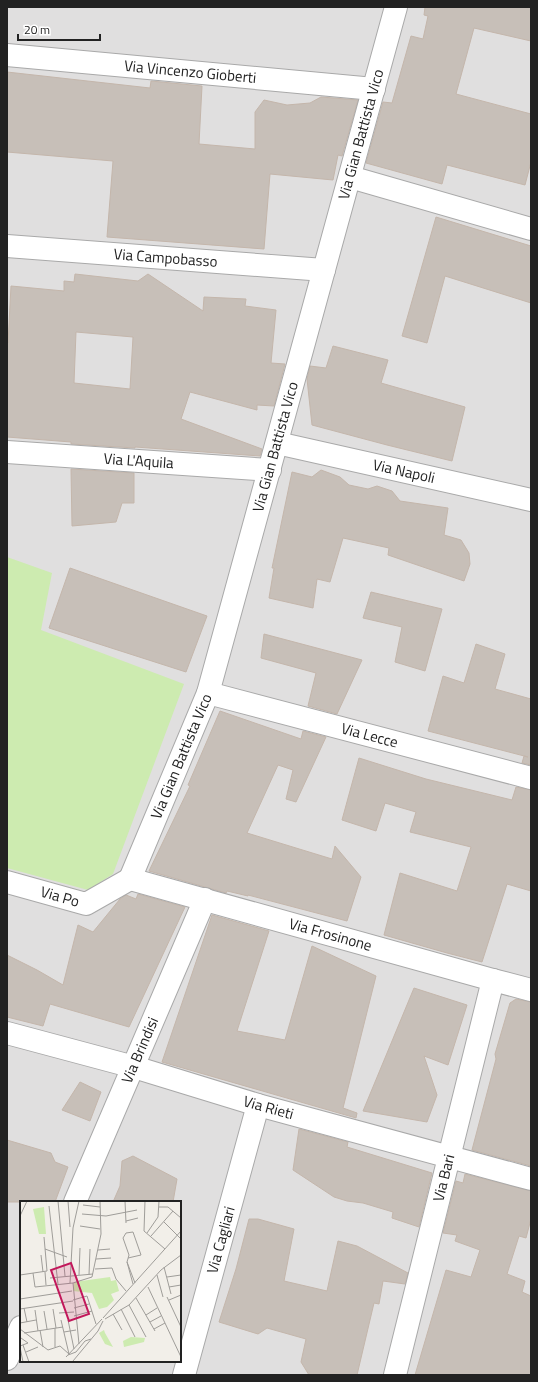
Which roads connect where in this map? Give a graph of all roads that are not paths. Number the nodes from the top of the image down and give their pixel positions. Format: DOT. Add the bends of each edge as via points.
graph roads {
  1 [pos="396,7"];
  2 [pos="7,55"];
  3 [pos="374,89"];
  4 [pos="350,178"];
  5 [pos="531,229"];
  6 [pos="7,246"];
  7 [pos="324,270"];
  8 [pos="277,443"];
  9 [pos="7,452"];
  10 [pos="270,470"];
  11 [pos="531,500"];
  12 [pos="208,693"];
  13 [pos="531,778"];
  14 [pos="130,878"];
  15 [pos="7,882"];
  16 [pos="205,899"];
  17 [pos="493,980"];
  18 [pos="531,990"];
  19 [pos="7,1033"];
  20 [pos="134,1067"];
  21 [pos="258,1105"];
  22 [pos="450,1158"];
  23 [pos="531,1179"];
  24 [pos="75,1201"];
  25 [pos="20,1329"];
  26 [pos="7,1359"];
  27 [pos="184,1375"];
  28 [pos="395,1375"];
  1 -- 3 [label="street, Via Gian Battista Vico"];
  2 -- 3 [label="street, Via Vincenzo Gioberti"];
  3 -- 4 [label="street, Via Gian Battista Vico"];
  4 -- 5 [label="street"];
  4 -- 7 [label="street, Via Gian Battista Vico"];
  6 -- 7 [label="street, Via Campobasso"];
  7 -- 8 [label="street, Via Gian Battista Vico"];
  8 -- 10 [label="street, Via Gian Battista Vico"];
  8 -- 11 [label="street, Via Napoli"];
  9 -- 10 [label="street, Via L'Aquila"];
  10 -- 12 [label="street, Via Gian Battista Vico"];
  12 -- 13 [label="street, Via Lecce"];
  12 -- 14 [label="street, Via Gian Battista Vico"];
  14 -- 15 [label="street, Via Po" via="86,904"];
  14 -- 16 [label="street, Via Frosinone"];
  16 -- 17 [label="street, Via Frosinone"];
  16 -- 20 [label="street, Via Brindisi"];
  17 -- 18 [label="street, Via Frosinone"];
  17 -- 22 [label="street, Via Bari"];
  19 -- 20 [label="street, Via Rieti"];
  20 -- 21 [label="street, Via Rieti"];
  20 -- 24 [label="street, Via Brindisi"];
  21 -- 22 [label="street, Via Rieti"];
  21 -- 27 [label="street, Via Cagliari"];
  22 -- 23 [label="street, Via Rieti"];
  22 -- 28 [label="street, Via Bari"];
  25 -- 26 [label="street"];
}
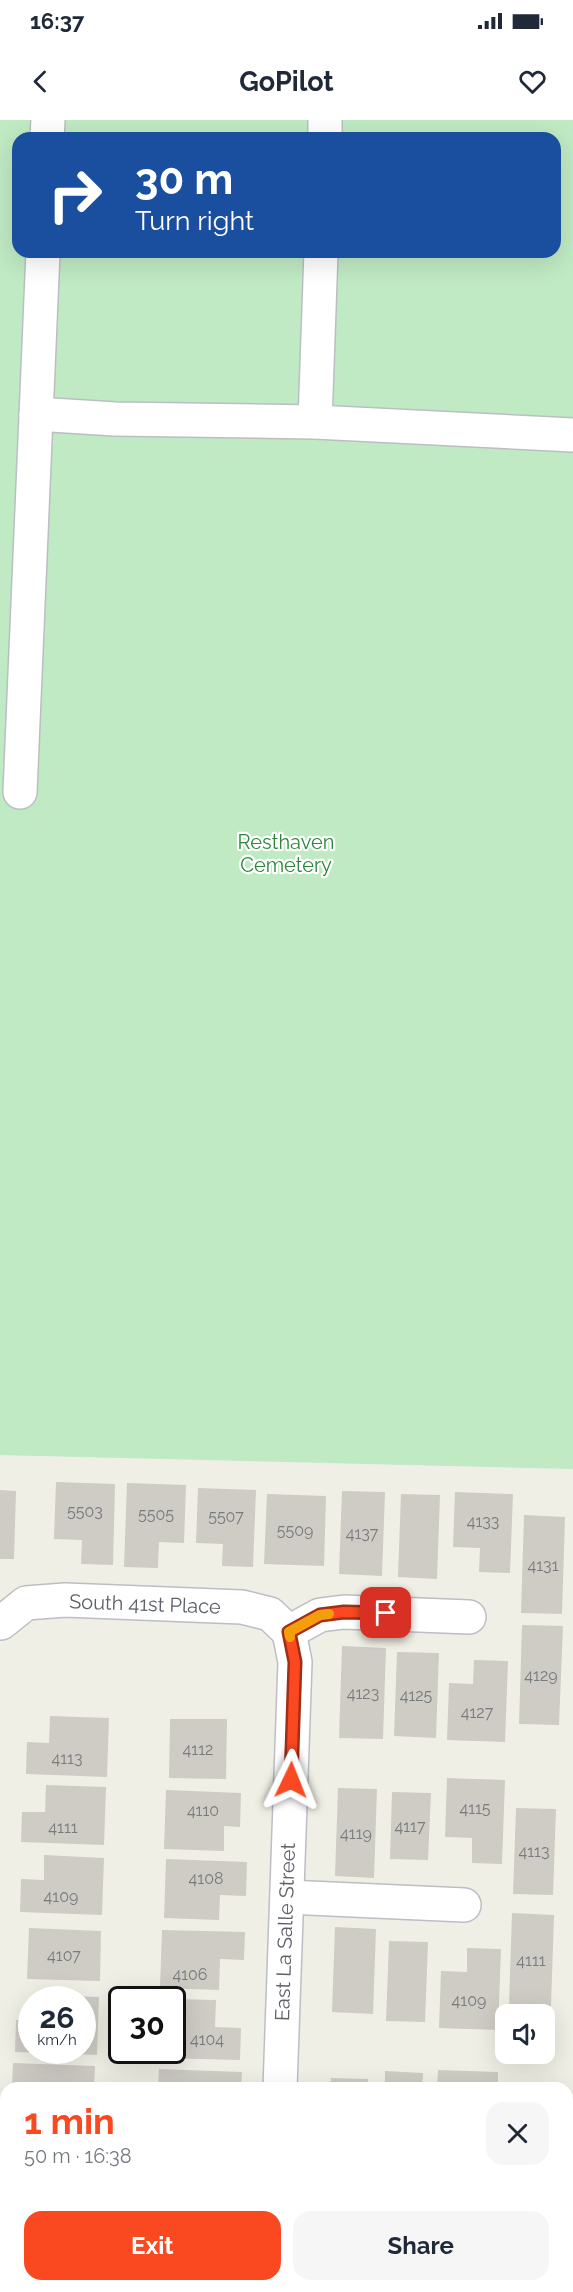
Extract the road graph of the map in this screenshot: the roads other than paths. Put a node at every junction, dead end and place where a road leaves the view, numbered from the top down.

- Directions:
Your response should reproduce the entire listing verbatim, minus the pictures.

- Exercise result:
Which roads connect where in this map? Give a graph of all roads that are not paths. Number the nodes from the top of the image down and give their pixel positions. Format: DOT. Add the bends of each edge as via points.
graph roads {
  1 [pos="396,7"];
  2 [pos="7,55"];
  3 [pos="374,89"];
  4 [pos="350,178"];
  5 [pos="531,229"];
  6 [pos="7,246"];
  7 [pos="324,270"];
  8 [pos="277,443"];
  9 [pos="7,452"];
  10 [pos="270,470"];
  11 [pos="531,500"];
  12 [pos="208,693"];
  13 [pos="531,778"];
  14 [pos="130,878"];
  15 [pos="7,882"];
  16 [pos="205,899"];
  17 [pos="493,980"];
  18 [pos="531,990"];
  19 [pos="7,1033"];
  20 [pos="134,1067"];
  21 [pos="258,1105"];
  22 [pos="450,1158"];
  23 [pos="531,1179"];
  24 [pos="75,1201"];
  25 [pos="20,1329"];
  26 [pos="7,1359"];
  27 [pos="184,1375"];
  28 [pos="395,1375"];
  1 -- 3 [label="street, Via Gian Battista Vico"];
  2 -- 3 [label="street, Via Vincenzo Gioberti"];
  3 -- 4 [label="street, Via Gian Battista Vico"];
  4 -- 5 [label="street"];
  4 -- 7 [label="street, Via Gian Battista Vico"];
  6 -- 7 [label="street, Via Campobasso"];
  7 -- 8 [label="street, Via Gian Battista Vico"];
  8 -- 10 [label="street, Via Gian Battista Vico"];
  8 -- 11 [label="street, Via Napoli"];
  9 -- 10 [label="street, Via L'Aquila"];
  10 -- 12 [label="street, Via Gian Battista Vico"];
  12 -- 13 [label="street, Via Lecce"];
  12 -- 14 [label="street, Via Gian Battista Vico"];
  14 -- 15 [label="street, Via Po" via="86,904"];
  14 -- 16 [label="street, Via Frosinone"];
  16 -- 17 [label="street, Via Frosinone"];
  16 -- 20 [label="street, Via Brindisi"];
  17 -- 18 [label="street, Via Frosinone"];
  17 -- 22 [label="street, Via Bari"];
  19 -- 20 [label="street, Via Rieti"];
  20 -- 21 [label="street, Via Rieti"];
  20 -- 24 [label="street, Via Brindisi"];
  21 -- 22 [label="street, Via Rieti"];
  21 -- 27 [label="street, Via Cagliari"];
  22 -- 23 [label="street, Via Rieti"];
  22 -- 28 [label="street, Via Bari"];
  25 -- 26 [label="street"];
}
Extract the road graph of the map in this screenshot: the roads other than paths. Put a node at every junction, dead end and place where a road leaves the view, numbered from the top down.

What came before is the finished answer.